Columns


The Learning C/C++urve

Bobby Schmidt

Me And My Arrow

Lots of people want an auto-pointer template class, but agreeing on what it should do is not so easy.


Copyright © 1997 Robert H. Schmidt

I continue with variations on auto_ptr, wrought by my dissatisfaction with pointers in general and MAPI in particular. Last month I referred you to the July 1996 CUJ for auto_ptr's class definition. Upon reflection, I have decided to list the class this month, better enabling comparisons between this "base" auto_ptr version and the alternatives I'll be suggesting. The base auto_ptr appears in Listing 1.

This listing comes from the Draft Standard [1] . If you are not used to reading STL code you may find the definition a bit daunting. I certainly find a lot there that is at best tangential, and at worst distracting, to this discussion. I will therefore do us all a simplifying favor by moving the template from namespace std to global scope, and removing the throw clauses, STLish typedef, and explicit support for inheritance.

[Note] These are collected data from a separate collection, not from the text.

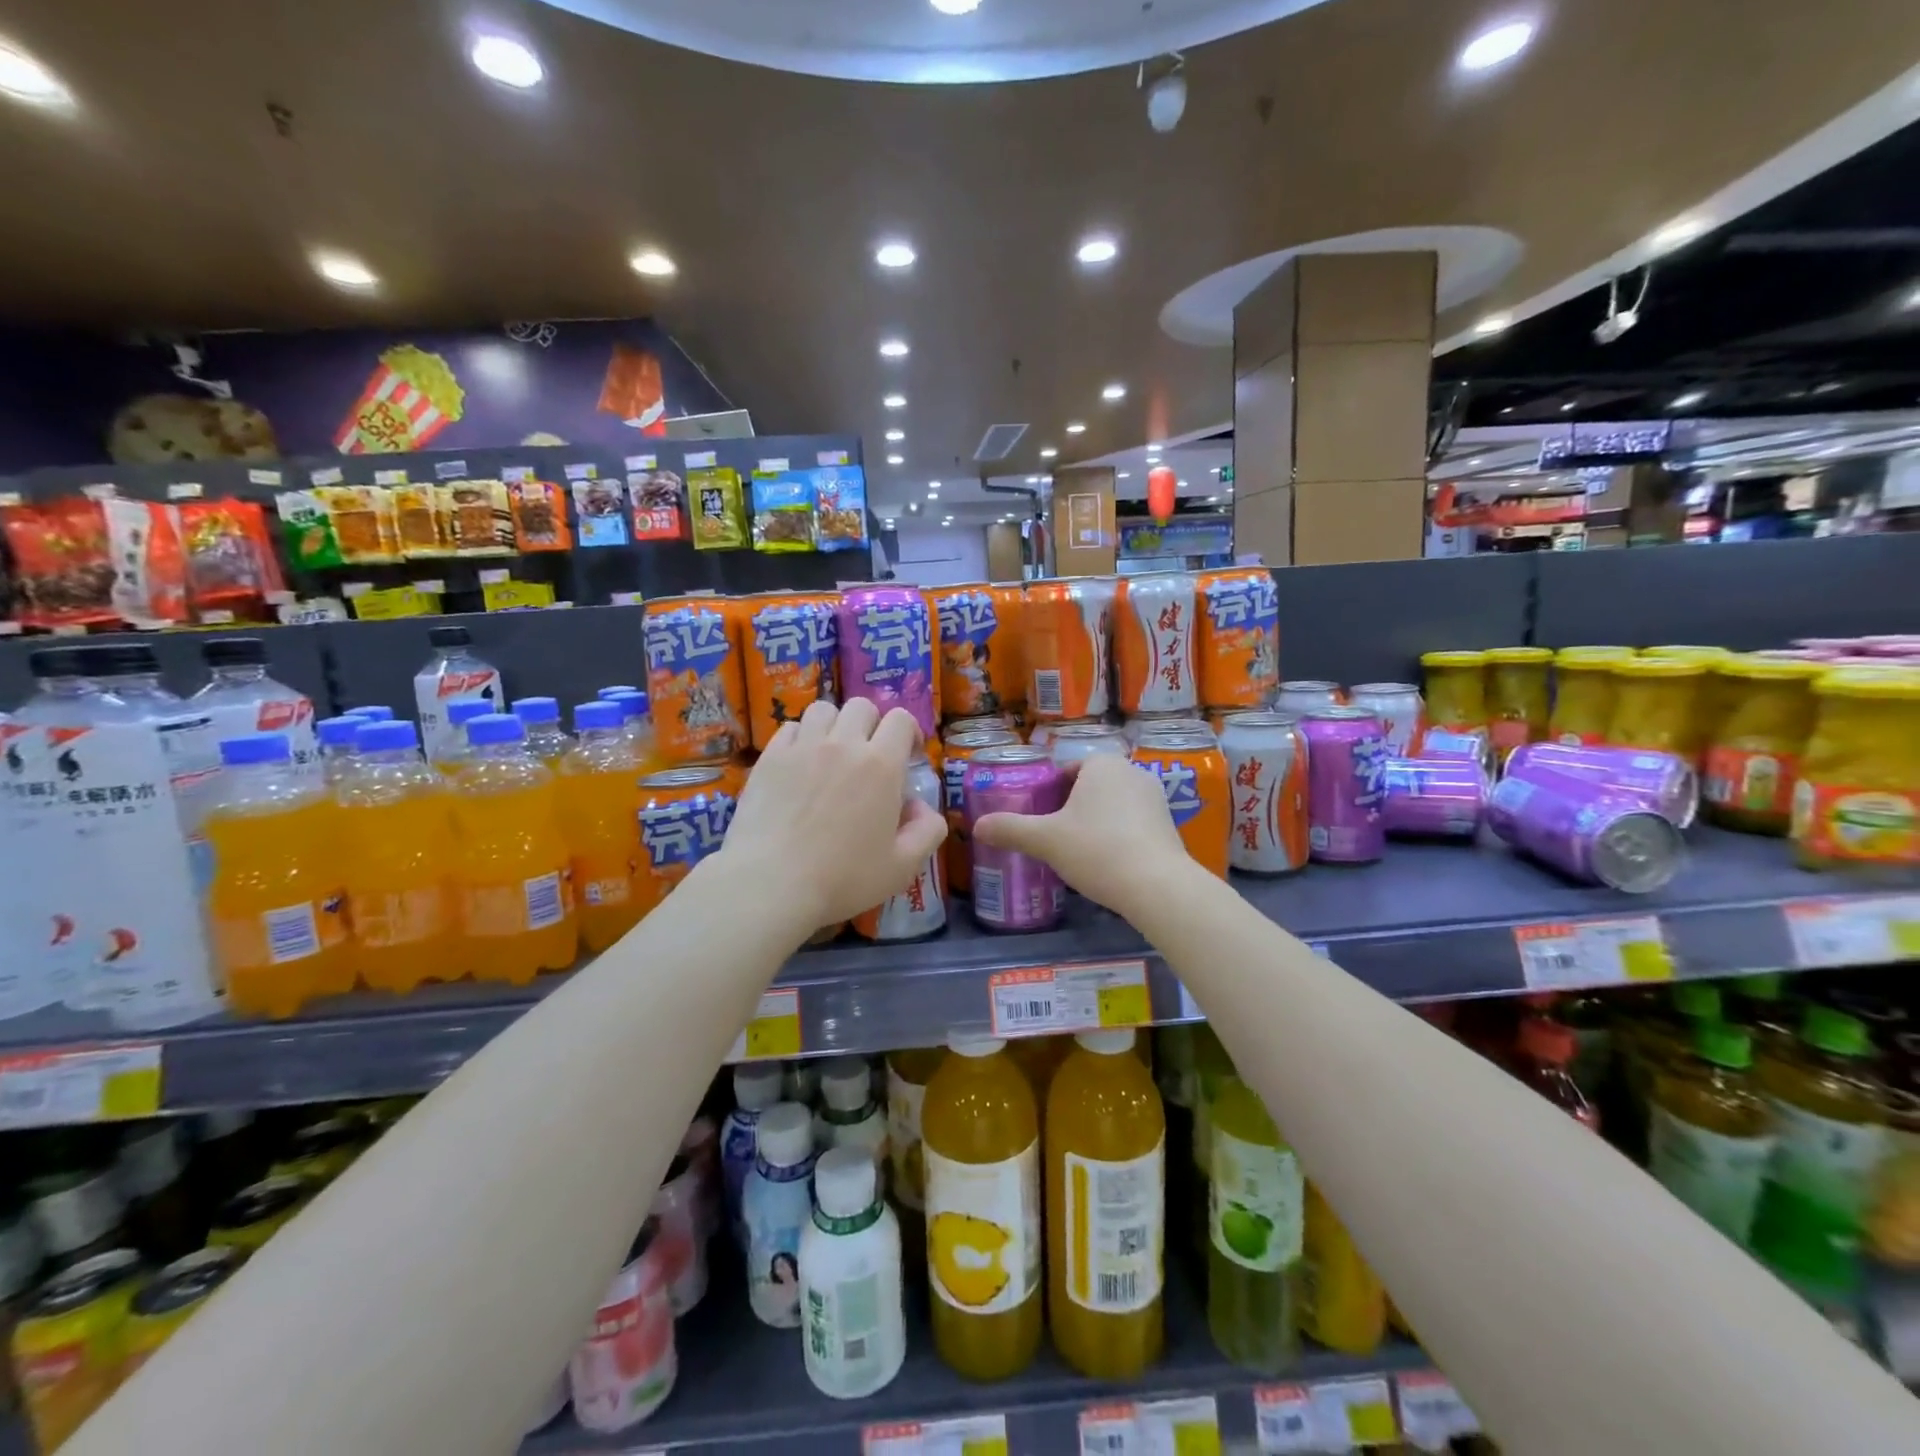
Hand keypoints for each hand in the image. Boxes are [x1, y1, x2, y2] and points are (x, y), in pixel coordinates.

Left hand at [720, 699, 946, 928]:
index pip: (902, 720)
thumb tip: (922, 806)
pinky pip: (790, 728)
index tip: (908, 754)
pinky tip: (800, 763)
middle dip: (872, 724)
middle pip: (862, 707)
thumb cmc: (843, 878)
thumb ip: (927, 831)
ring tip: (832, 752)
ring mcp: (802, 747)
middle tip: (869, 754)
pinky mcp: (770, 758)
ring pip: (824, 710)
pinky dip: (800, 737)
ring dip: (834, 725)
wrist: (771, 884)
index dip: (909, 732)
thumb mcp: (903, 867)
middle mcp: (843, 745)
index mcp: (881, 766)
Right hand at [972, 752, 1191, 914]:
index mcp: (1102, 764)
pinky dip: (1118, 837)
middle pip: (1091, 786)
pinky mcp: (1169, 825)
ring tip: (1079, 852)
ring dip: (1096, 822)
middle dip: (1072, 807)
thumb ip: (1010, 829)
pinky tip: (1107, 863)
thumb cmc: (1097, 850)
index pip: (1068, 769)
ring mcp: (1155, 799)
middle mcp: (1132, 772)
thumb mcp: (1045, 840)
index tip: (1040, 817)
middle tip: (1054, 836)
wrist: (1157, 887)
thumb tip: (977, 826)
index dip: (1050, 791)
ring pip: (1113, 805)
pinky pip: (1133, 823)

I will also add two private members that don't show up in the Standard, members representing a typical auto_ptr implementation:

I'm making the destructor the first declared function member. This is a recent stylistic change for me, one that I'm still evaluating.

Each class must have exactly one destructor, while it may have any number of constructors. In the presence of inheritance, that destructor should probably be declared virtual, while constructors can never be declared virtual. By always putting the destructor at the top, I am reminded to declare it correctly.

Also, I often find parallel structure between my constructors and assignment operators, so that declaring them contiguously, or even intermingled, gives a clearer view of a class's object copying semantics.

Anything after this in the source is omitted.